SZYDŁOWO. Między innymi ten temat omawiamy był podczas dzisiejszego (18 marca) spotkania roboczego w Urzędzie Gminy w Szydłowie. Wzięli w nim udział m.in. poseł Krzysztof Paszyk, wicemarszałek województwa wielkopolskiego Wojciech Jankowiak, a także wójt Gminy Tobiasz Wiesiołek. O efektach rozmów poinformowano lokalne media.
-Na terenie Szydłowa jeszcze w poprzedniej kadencji planowaliśmy szereg przedsięwzięć, które zostały zarzucone ? zaczął wicemarszałek Wojciech Jankowiak. -Myślę o budowie ścieżki rowerowej z Dolaszewo do Piły. Mieliśmy daleko posunięte ustalenia co do wykupu gruntów, co do realizacji tego zadania. Sprawa jednak utknęła w miejsca. Dzisiaj postanowiliśmy uzgodnić dalszy ciąg działań w tym temacie, by zrealizować wcześniej złożone obietnice.
Ścieżka rowerowa poprowadzi aż do Szydłowa. Jej długość wyniesie 2, 8 km. Z uwagi na fakt, iż nie mieści się ona w pasie drogi wojewódzkiej, gmina zobowiązała się do wykupu gruntów niezbędnych do jej wybudowania.
-Uzyskaliśmy potwierdzenie, że będzie to zrobione.
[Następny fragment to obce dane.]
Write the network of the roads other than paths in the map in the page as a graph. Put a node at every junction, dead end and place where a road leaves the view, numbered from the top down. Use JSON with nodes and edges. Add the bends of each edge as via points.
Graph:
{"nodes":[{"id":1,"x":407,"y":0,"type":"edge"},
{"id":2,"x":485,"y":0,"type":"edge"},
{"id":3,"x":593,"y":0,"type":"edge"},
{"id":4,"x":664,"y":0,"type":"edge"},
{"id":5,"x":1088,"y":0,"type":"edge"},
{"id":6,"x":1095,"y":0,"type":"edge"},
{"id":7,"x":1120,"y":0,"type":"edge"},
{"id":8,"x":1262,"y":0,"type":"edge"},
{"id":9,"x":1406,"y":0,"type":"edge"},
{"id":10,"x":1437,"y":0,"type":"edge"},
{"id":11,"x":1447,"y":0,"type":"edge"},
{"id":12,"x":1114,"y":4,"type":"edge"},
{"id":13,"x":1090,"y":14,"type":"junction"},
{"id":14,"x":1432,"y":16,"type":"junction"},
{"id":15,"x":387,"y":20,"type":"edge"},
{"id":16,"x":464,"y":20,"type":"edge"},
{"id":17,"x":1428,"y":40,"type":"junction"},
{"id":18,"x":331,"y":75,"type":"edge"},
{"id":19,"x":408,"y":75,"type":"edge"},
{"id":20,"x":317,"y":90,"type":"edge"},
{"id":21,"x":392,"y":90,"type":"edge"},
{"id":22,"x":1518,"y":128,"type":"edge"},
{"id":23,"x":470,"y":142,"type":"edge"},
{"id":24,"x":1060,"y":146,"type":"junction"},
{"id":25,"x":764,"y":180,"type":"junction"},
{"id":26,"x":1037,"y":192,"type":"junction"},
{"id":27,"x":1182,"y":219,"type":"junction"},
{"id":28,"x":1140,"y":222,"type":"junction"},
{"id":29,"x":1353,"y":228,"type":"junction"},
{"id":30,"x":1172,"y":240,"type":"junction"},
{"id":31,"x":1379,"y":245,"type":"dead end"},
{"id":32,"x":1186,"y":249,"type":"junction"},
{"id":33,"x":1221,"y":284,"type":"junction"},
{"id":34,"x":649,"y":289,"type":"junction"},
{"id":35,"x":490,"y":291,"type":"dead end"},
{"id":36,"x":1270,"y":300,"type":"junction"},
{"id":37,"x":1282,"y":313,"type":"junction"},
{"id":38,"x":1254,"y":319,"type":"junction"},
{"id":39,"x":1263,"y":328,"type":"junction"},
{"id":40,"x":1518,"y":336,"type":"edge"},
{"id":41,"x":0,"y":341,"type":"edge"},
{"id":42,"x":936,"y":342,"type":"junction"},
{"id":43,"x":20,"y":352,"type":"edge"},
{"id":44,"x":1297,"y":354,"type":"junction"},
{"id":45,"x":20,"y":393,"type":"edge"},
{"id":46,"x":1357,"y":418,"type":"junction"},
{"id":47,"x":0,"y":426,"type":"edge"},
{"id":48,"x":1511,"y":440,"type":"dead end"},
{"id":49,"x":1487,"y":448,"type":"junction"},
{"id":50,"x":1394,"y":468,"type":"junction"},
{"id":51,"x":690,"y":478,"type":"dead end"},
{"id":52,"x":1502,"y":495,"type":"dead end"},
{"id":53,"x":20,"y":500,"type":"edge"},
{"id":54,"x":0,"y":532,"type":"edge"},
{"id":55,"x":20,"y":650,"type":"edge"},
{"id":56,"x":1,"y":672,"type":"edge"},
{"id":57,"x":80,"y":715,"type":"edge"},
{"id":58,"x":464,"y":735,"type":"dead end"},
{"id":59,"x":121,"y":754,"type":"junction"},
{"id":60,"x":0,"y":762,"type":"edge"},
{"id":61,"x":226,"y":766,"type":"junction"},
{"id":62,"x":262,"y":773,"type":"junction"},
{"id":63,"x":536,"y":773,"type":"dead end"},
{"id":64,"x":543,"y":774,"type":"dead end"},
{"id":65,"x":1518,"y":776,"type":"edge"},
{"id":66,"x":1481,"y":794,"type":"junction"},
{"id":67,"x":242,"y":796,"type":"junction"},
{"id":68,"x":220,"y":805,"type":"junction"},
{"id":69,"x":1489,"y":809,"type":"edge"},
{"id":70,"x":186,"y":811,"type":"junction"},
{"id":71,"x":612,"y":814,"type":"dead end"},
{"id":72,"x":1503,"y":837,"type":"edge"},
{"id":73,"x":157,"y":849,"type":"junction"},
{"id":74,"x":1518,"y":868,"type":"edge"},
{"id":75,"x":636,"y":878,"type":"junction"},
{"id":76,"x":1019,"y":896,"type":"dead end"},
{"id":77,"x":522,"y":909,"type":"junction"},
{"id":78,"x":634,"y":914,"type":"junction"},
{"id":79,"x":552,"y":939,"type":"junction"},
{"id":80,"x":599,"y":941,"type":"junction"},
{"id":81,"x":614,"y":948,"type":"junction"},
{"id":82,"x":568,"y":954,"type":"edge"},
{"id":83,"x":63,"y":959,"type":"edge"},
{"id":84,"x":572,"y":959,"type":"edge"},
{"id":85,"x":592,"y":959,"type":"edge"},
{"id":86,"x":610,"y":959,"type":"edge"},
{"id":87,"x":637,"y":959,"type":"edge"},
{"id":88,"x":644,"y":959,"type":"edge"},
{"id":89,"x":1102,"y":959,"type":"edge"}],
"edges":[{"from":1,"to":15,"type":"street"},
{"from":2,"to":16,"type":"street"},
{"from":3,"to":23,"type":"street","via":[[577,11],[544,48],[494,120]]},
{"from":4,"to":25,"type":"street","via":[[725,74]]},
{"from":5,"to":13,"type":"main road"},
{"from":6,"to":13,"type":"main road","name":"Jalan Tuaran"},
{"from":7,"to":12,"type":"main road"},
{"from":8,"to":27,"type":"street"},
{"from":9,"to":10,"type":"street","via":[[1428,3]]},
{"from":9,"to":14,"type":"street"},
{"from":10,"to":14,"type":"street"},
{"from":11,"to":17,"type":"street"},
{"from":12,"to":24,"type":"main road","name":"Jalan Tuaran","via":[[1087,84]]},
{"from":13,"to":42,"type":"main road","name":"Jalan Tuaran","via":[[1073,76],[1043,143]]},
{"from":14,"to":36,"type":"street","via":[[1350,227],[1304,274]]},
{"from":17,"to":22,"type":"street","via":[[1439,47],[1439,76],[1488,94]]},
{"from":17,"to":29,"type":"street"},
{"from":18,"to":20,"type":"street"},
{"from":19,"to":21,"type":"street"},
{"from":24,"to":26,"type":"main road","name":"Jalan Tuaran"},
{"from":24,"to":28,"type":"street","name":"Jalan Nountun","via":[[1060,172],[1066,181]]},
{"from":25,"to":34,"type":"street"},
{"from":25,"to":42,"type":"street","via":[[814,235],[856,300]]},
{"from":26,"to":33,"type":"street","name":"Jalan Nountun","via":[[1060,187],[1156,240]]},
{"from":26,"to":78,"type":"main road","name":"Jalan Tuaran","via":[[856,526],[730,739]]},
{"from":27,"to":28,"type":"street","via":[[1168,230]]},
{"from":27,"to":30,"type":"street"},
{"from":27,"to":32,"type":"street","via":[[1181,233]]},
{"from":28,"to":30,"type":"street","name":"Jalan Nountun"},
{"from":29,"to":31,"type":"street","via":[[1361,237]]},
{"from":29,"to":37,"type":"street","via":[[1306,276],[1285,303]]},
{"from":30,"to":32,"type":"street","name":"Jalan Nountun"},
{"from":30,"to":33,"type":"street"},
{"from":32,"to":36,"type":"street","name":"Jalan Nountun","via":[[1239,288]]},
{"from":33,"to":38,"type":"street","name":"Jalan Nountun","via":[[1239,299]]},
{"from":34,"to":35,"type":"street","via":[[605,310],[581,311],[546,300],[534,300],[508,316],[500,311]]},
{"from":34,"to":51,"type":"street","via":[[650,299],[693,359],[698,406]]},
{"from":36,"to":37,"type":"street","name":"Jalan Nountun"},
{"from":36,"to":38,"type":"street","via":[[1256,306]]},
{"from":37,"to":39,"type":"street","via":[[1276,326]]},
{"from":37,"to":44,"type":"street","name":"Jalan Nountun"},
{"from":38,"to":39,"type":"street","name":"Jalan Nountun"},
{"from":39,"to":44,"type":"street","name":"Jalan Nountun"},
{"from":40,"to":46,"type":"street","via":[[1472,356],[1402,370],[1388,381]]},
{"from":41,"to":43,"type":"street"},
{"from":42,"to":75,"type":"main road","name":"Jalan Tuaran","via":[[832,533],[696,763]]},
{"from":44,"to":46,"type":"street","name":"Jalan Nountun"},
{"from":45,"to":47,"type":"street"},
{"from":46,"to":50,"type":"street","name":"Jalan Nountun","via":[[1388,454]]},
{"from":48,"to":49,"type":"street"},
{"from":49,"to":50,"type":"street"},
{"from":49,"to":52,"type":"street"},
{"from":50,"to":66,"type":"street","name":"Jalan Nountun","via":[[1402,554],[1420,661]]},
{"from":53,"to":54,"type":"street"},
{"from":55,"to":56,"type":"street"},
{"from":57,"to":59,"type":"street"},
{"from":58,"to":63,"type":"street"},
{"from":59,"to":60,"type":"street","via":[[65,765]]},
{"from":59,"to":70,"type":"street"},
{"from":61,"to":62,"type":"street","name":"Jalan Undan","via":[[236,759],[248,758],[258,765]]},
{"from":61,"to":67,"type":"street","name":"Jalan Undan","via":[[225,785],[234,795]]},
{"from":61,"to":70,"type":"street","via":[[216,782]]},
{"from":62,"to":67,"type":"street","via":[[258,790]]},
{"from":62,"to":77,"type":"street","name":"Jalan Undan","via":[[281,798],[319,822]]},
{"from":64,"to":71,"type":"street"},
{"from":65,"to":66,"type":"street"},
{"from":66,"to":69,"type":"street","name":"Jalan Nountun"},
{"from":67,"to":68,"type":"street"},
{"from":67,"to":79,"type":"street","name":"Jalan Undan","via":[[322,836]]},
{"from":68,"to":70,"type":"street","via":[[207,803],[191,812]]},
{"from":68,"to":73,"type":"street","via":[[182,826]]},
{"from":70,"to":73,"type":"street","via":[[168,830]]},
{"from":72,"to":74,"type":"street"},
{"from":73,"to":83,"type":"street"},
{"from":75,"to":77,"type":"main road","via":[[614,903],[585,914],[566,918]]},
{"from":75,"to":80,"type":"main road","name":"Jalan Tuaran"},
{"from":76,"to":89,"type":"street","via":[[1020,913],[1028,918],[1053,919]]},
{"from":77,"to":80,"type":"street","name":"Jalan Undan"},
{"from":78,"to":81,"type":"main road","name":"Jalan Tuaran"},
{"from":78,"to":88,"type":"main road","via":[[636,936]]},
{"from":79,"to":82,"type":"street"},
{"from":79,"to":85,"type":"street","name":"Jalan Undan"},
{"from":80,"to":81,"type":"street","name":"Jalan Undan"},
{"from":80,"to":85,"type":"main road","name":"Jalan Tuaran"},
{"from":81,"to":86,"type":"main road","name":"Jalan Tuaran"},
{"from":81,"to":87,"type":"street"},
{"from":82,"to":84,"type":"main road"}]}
My jako przedstawiciele samorządu województwa zadeklarowaliśmy, że tę ścieżkę zaprojektujemy i zrealizujemy ? kontynuuje Wojciech Jankowiak.
Grunt ma być wykupiony w tym roku, a budowa rozpocznie się wiosną 2020 roku.
Drugia bardzo ważna inwestycja drogowa w tej okolicy, to przebudowa skrzyżowania drogi wojewódzkiej z drogą powiatową (prowadzącą do Kotunia).
–Mamy już przygotowaną pełną dokumentację, wystąpiliśmy też o zezwolenie na przeprowadzenie tej inwestycji. Powinna się ona rozpocząć albo w końcu tego roku, lub z wiosną 2020 roku ? dodaje wicemarszałek Jankowiak.
Zadanie to będzie bardziej skomplikowane i znacznie droższe niż wcześniej zakładano. Jego koszt oszacowano na 5,6 mln złotych.